Wirtschaftsminister Hattmannsdorfer und Industriepräsident Knill reagieren kritisch. Schweizer Konzerne üben sich in vorauseilendem Gehorsam
Unternehmen mit Mitarbeitenden aus verschiedenen Nationen sind in aller Regel stolz auf die Vielfalt in ihrem Betrieb und werben damit im Kampf um Talente und Fachkräfte. Unternehmen mit vielen Frauen in Führungspositionen wird regelmäßig größerer wirtschaftlicher Erfolg attestiert. Gleichstellung und Vielfalt werden in Europa groß geschrieben. Wenn es nach Donald Trump geht, soll damit nun Schluss sein.
Die USA sind auf einem reaktionären Feldzug gegen die „illegale Diskriminierung“ Weißer, wenn es etwa um die Beschäftigung von Migranten oder die Bevorzugung schwarzer Studenten geht. Auch Programme, um der historischen Benachteiligung von Frauen entgegenzuwirken, wurden per Erlass Trumps verboten.
„Brave“ US-Konzerne
US-Konzerne wie Meta (Facebook, Instagram), Alphabet (Google) oder McDonald“s haben ihre Maßnahmen für Chancengleichheit und Diversität im Zuge der Rückkehr Trumps ins Weiße Haus bereits gekübelt.
Auch in Österreich, wie zuletzt in Spanien oder Frankreich, sollen Auftragnehmer der US-Botschaft sowie Unternehmen, die im US-Eigentum stehen oder US-Bürger beschäftigen, ihre Diversitätsprogramme einstampfen.
Das wird von der US-Botschaft in Wien zwar freundlich umschrieben, es gehe lediglich darum „ein zusätzliches Formular“ auszufüllen und „selbst zu bescheinigen“, dass man sich an die neuen US-Vorschriften hält. An der Auswirkung ändert das freilich wenig. Wer mit US-Behörden und Regierungsstellen auch künftig Geschäfte machen will, soll die sogenannten DEI-Programme (steht für „Diversity, Equity and Inclusion“) beenden, daran besteht kein Zweifel.

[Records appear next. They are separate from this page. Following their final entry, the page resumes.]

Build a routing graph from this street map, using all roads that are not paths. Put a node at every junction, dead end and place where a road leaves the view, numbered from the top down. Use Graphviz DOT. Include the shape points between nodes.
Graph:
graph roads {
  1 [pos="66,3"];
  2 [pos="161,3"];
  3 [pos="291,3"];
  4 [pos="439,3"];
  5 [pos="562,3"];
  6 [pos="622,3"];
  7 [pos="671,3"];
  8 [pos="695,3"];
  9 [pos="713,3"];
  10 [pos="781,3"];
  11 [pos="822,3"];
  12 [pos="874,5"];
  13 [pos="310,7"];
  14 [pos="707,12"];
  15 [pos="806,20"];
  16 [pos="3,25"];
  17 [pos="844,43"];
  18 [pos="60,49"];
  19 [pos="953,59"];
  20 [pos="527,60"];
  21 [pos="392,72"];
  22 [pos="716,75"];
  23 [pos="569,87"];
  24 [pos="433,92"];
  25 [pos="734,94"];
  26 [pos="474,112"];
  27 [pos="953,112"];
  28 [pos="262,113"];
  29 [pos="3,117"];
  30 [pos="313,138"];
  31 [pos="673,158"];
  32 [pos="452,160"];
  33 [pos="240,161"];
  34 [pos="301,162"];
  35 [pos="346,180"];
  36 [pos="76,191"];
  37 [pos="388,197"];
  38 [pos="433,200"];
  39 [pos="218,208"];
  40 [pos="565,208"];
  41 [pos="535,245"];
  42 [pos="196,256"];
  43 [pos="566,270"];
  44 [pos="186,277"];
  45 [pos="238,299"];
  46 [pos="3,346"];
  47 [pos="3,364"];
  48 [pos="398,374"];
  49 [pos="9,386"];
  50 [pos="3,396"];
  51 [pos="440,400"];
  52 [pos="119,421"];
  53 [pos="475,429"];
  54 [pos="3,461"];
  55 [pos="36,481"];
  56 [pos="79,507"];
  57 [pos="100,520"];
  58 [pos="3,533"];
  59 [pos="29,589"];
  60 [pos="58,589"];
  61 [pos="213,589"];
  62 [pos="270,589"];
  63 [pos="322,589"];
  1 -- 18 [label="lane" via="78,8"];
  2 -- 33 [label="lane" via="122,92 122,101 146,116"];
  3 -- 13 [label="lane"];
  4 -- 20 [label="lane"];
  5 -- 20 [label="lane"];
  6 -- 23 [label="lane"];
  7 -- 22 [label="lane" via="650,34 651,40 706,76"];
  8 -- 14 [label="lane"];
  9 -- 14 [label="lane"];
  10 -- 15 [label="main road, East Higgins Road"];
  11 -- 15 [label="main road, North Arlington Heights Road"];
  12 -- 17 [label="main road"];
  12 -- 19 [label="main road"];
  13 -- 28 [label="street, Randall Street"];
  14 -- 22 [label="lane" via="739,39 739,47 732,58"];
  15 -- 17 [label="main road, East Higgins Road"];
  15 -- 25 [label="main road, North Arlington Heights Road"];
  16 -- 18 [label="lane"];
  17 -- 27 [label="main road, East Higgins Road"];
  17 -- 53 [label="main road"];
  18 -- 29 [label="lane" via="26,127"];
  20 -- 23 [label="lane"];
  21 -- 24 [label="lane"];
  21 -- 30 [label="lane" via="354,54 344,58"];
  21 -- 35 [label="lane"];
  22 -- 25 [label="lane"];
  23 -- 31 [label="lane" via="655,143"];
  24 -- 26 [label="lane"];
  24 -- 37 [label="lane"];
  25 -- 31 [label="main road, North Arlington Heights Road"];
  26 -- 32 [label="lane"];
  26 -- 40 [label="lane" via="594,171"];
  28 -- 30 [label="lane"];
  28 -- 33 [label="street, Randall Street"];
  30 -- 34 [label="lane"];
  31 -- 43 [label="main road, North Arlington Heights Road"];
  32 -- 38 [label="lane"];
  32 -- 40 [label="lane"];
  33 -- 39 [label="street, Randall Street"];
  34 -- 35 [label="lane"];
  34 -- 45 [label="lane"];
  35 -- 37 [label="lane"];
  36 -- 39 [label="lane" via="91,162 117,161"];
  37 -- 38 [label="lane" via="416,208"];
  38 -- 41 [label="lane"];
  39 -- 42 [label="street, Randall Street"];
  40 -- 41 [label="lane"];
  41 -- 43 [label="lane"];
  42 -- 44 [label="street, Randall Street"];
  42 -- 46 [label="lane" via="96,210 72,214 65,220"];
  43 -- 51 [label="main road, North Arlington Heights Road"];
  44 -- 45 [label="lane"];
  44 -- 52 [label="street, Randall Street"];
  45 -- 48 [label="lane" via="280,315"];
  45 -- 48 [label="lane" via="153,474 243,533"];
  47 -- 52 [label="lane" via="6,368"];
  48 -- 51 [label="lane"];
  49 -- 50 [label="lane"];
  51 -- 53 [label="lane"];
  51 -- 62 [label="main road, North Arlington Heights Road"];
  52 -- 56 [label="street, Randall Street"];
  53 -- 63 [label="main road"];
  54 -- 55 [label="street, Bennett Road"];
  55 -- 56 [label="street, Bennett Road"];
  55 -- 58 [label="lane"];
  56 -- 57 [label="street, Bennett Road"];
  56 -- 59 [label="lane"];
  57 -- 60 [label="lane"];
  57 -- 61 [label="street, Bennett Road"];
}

Nicht bekannt geben will die US-Botschaft, welche Firmen in Österreich betroffen sind und entsprechende Schreiben bekommen haben.
Kräftiger Wirtschaftsfaktor
Öffentlich bekannt wurden bisher die Reaktionen aus Paris und Madrid, wo die Regierungen offen und wirklich empört von einer „inakzeptablen Einmischung“ der USA sprechen. Aber auch in Wien fallen die Reaktionen kritisch aus.
Für die Industriellenvereinigung sagt Präsident Georg Knill zum KURIER: „Die Förderung von Diversitätsprogrammen ist nicht nur eine wichtige Frage der Werte, die wir vertreten wollen, sondern auch ein wirtschaftlicher Faktor. In Österreich erzielten vier von sechs Unternehmen durch diversitätsfördernde Maßnahmen finanzielles Wachstum – deutlich mehr als der Durchschnitt. Unternehmen von außen politisch zu gesellschaftspolitischen Maßnahmen zwingen zu wollen, ist anmaßend.“
Orientierung an europäischen Werten
Auch der neue Wirtschaftsminister Wolfgang Hattmannsdorfer (ÖVP) reagiert empört: „Unsere Unternehmen orientieren sich an europäischem und österreichischem Recht – und damit auch an Werten wie Vielfalt und Inklusion. Statt ideologischer Debatten sollten wir uns auf das Wesentliche konzentrieren: Lösungen für die aktuellen wirtschaftlichen Herausforderungen und den Ausbau fairer Handelsbeziehungen. Wir erwarten, dass sich die USA an bestehende Verträge mit österreichischen Unternehmen halten.“
In Europa üben sich bisher nur Schweizer Konzerne, die stark in den USA engagiert sind, in vorauseilendem Gehorsam. So haben die Großbank UBS und die Pharmariesen Novartis und Roche ihre Aktivitäten im Bereich der Diversität aufgegeben oder massiv reduziert.